Заехав на территорию посёлка, клянусь про себя, что не буду смотреть на дом Громовых. Но не справляюсь, чёрт возьми.
БМВ ожидаемо нет. Значит, он поехал к ней.
Снова зачем-то представляю их вместе. Картинки бесстыдные и болезненные. Такие, что приходится вытряхнуть их из головы неловким движением.
Потухший костёр в сердце снова разгорается обидой и тоской.
Да сколько можно?!
— Тогда пока? — произносит Лёва, останавливая автомобиль возле кованных ворот.
Озирается по сторонам.
Отстёгиваюсь и нервно вздрагиваю.
— Пока, — отвечаю еле слышно. Практически одновременно с ним подаюсь вперёд.
Сталкиваемся губами. По телу дрожь пробегает от того, насколько они у него горячие и мягкие.
Может, я тороплюсь?!
Чёрт.
В ушах гул.
Рука Демидова проникает под ворот пуховика, обрушивается на мой затылок и притягивает ещё ближе.
Я не шевелюсь.
Закрыв глаза, улавливаю ощущения, растекающиеся внутри тёплым сиропом.
Поцелуй медлительный. Словно первый проверочный, искусственный. Наверное, мне бы даже понравился, если бы не пульсирующие в голове мысли.
«Вот и всё».
«Тебя целует другой, Карамелина».
«В первый раз это губы не Громова».
«Пожалуй, теперь точно конец».
«Он сейчас трахается с Ладой, а ты целуешься с другим. Это и есть ваша жизнь. Иной не будет».

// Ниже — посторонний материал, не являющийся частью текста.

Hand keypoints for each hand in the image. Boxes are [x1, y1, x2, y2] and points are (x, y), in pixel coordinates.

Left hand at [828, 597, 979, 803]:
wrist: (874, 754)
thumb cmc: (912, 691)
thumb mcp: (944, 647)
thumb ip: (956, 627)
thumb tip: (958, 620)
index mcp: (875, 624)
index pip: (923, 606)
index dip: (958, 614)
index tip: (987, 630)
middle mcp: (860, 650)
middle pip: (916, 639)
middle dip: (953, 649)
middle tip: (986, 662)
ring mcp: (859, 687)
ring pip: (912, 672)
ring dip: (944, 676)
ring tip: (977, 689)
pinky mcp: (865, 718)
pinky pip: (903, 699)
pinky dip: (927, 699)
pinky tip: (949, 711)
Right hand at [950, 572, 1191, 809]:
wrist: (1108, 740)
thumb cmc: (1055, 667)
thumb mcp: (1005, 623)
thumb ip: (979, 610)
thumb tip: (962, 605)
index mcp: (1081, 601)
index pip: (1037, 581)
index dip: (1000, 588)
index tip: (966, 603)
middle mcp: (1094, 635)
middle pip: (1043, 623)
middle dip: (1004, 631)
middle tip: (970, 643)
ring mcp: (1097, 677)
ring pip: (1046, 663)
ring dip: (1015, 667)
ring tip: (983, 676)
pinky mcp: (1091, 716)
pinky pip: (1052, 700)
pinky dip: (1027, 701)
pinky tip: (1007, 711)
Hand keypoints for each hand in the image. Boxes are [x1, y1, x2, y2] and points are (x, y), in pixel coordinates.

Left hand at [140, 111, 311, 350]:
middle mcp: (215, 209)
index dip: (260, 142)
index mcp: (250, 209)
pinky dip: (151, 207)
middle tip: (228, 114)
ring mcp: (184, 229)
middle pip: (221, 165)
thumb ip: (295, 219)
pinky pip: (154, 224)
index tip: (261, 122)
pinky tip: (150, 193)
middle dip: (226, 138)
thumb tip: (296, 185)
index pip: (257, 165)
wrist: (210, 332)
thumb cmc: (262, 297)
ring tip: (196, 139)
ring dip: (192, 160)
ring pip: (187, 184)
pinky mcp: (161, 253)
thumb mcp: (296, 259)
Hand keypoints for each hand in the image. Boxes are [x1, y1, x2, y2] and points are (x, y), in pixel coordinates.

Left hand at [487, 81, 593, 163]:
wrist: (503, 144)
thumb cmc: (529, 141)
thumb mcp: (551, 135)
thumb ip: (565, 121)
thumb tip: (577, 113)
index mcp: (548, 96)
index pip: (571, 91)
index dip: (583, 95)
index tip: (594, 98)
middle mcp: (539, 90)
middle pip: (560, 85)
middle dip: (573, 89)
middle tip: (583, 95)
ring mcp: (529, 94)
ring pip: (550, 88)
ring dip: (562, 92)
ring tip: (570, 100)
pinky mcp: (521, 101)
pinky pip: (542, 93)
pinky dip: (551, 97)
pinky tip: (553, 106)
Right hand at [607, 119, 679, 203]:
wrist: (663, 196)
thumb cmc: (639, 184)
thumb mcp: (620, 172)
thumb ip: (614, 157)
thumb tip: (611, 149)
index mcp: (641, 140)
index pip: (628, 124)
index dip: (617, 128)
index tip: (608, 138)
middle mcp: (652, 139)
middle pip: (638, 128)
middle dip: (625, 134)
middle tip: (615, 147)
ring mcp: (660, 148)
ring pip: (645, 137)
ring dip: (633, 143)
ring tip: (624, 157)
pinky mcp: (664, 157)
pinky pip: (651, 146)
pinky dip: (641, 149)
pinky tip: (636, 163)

Гул превращается в ультразвук, душа скрипит под воздействием валящихся на неё осознаний.
Отшатываюсь и разглядываю широкий подбородок.
— Прости, — шепчу, выскальзывая из машины.
Бегу к двери, прижав к себе сумку.
Несправедливо. Несправедливо.
Тошно.
Скидываю обувь на пороге, из последних сил бросаю в гардеробную верхнюю одежду. Мчусь наверх в свою комнату.
Прикрыв дверь, оседаю на пол.
Уперев голову в согнутые колени, осматриваю кровать, где ещё пару часов назад валялся Мирон. Облизываю губы, сохранившие вкус Демидова.
Небрежно сдираю серьги и выкидываю их на ковёр. Распускаю волосы.
— Будь ты проклят, Громов. Будь. Ты. Проклят.
Успокоившись, несусь в ванную, освобождаюсь от одежды и принимаю душ.
Зубы не чищу из принципа. Да простит меня зубная фея, хочется оставить хоть какой-то противовес своей безответной любви.
Утыкаюсь в плюшевого медведя и устало вздыхаю. Телефон атакуют входящие сообщения. Достав его из сумки, уставляюсь в экран.
Снова аноним.
«Ну что, Алиева. Поиграем? Перейди по ссылке. Там кое-что любопытное».